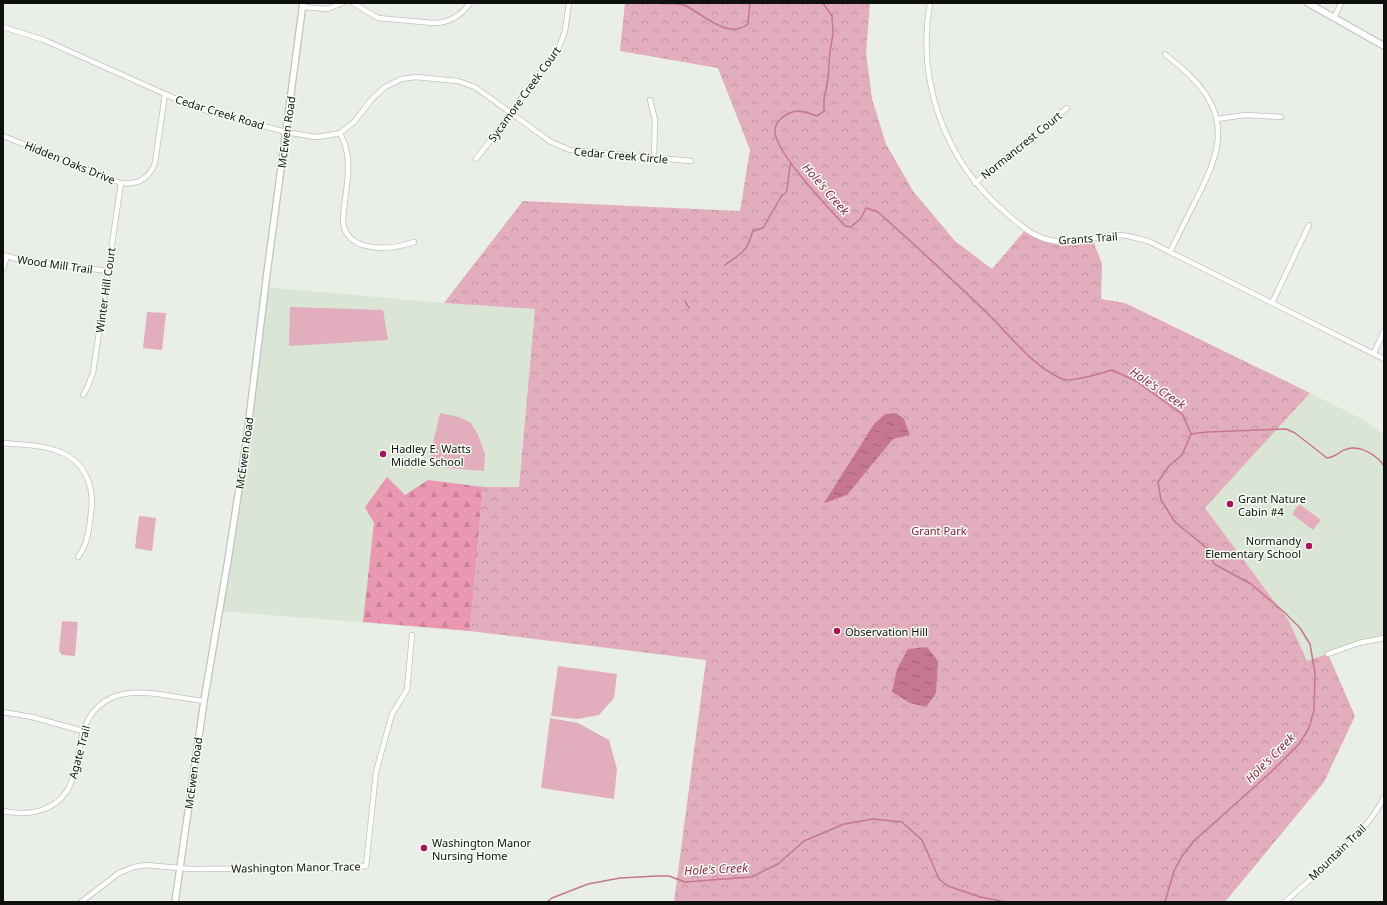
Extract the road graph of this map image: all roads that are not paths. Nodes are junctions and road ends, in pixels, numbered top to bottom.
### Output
1 (343, 3) edge
2 (353, 3) edge
3 (470, 3) edge
4 (569, 3) edge
5 (930, 3) edge
6 (1308, 3) edge
7 (1342, 3) edge
8 (303, 5) edge
9 (1334, 18) junction
10 (3, 27) edge
11 (1384, 46) edge
12 (1165, 54) dead end
13 (165, 94) junction
14 (650, 100) dead end
15 (1067, 108) dead end
16 (511, 113) junction
17 (1281, 117) dead end
18 (1216, 119) junction
19 (533, 129) joint
20 (286, 132) junction
21 (340, 133) junction
22 (3, 136) edge
23 (654, 158) junction
24 (476, 159) dead end
25 (691, 161) dead end
26 (120, 183) junction
27 (976, 183) junction
28 (1309, 225) dead end
29 (414, 242) dead end
30 (1170, 252) junction
31 (5, 256) edge
32 (3, 269) edge
33 (108, 272) junction
34 (1272, 303) junction
35 (1384, 331) edge
36 (1374, 353) junction
37 (1384, 359) edge
38 (83, 395) dead end
39 (3, 443) edge
40 (78, 557) dead end
41 (412, 635) dead end
42 (1384, 638) edge
43 (1328, 654) dead end
44 (204, 701) junction
45 (3, 712) edge
46 (83, 731) junction
47 (1384, 798) edge
48 (3, 811) edge
49 (180, 868) junction
50 (81, 902) edge
51 (175, 902) edge
52 (1285, 902) edge

1 - 8 street
2 - 3 street
4 - 16 street, Sycamore Creek Court
5 - 27 street, Grants Trail
6 - 9 main road
7 - 9 street
8 - 20 street, McEwen Road
9 - 11 main road
10 - 13 street, Cedar Creek Road
12 - 18 street
13 - 20 street, Cedar Creek Road
13 - 26 street, Hidden Oaks Drive
14 - 23 street
15 - 27 street, Normancrest Court
16 - 19 street, Cedar Creek Road
16 - 21 street, Cedar Creek Road
16 - 24 street, Sycamore Creek Court
17 - 18 street
18 - 30 street
19 - 23 street, Cedar Creek Circle
20 - 21 street, Cedar Creek Road
20 - 44 street, McEwen Road
21 - 29 street
22 - 26 street, Hidden Oaks Drive
23 - 25 street, Cedar Creek Circle
26 - 33 street, Winter Hill Court
27 - 30 street, Grants Trail
28 - 34 street
30 - 34 street, Grants Trail
31 - 32 street
31 - 33 street, Wood Mill Trail
33 - 38 street, Winter Hill Court
34 - 36 street, Grants Trail
35 - 36 street
36 - 37 street, Grants Trail
39 - 40 street
41 - 49 street, Washington Manor Trace
42 - 43 street
44 - 46 street, Agate Trail
44 - 49 street, McEwen Road
45 - 46 street
46 - 48 street, Agate Trail
47 - 52 street, Mountain Trail
49 - 50 street
49 - 51 street, McEwen Road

• YOUR INSTRUCTIONS: Where does the word "Circle" occur in the data? Copy every line that has it.

• RESULT FOR THIS TASK:
19 - 23 street, Cedar Creek Circle
23 - 25 street, Cedar Creek Circle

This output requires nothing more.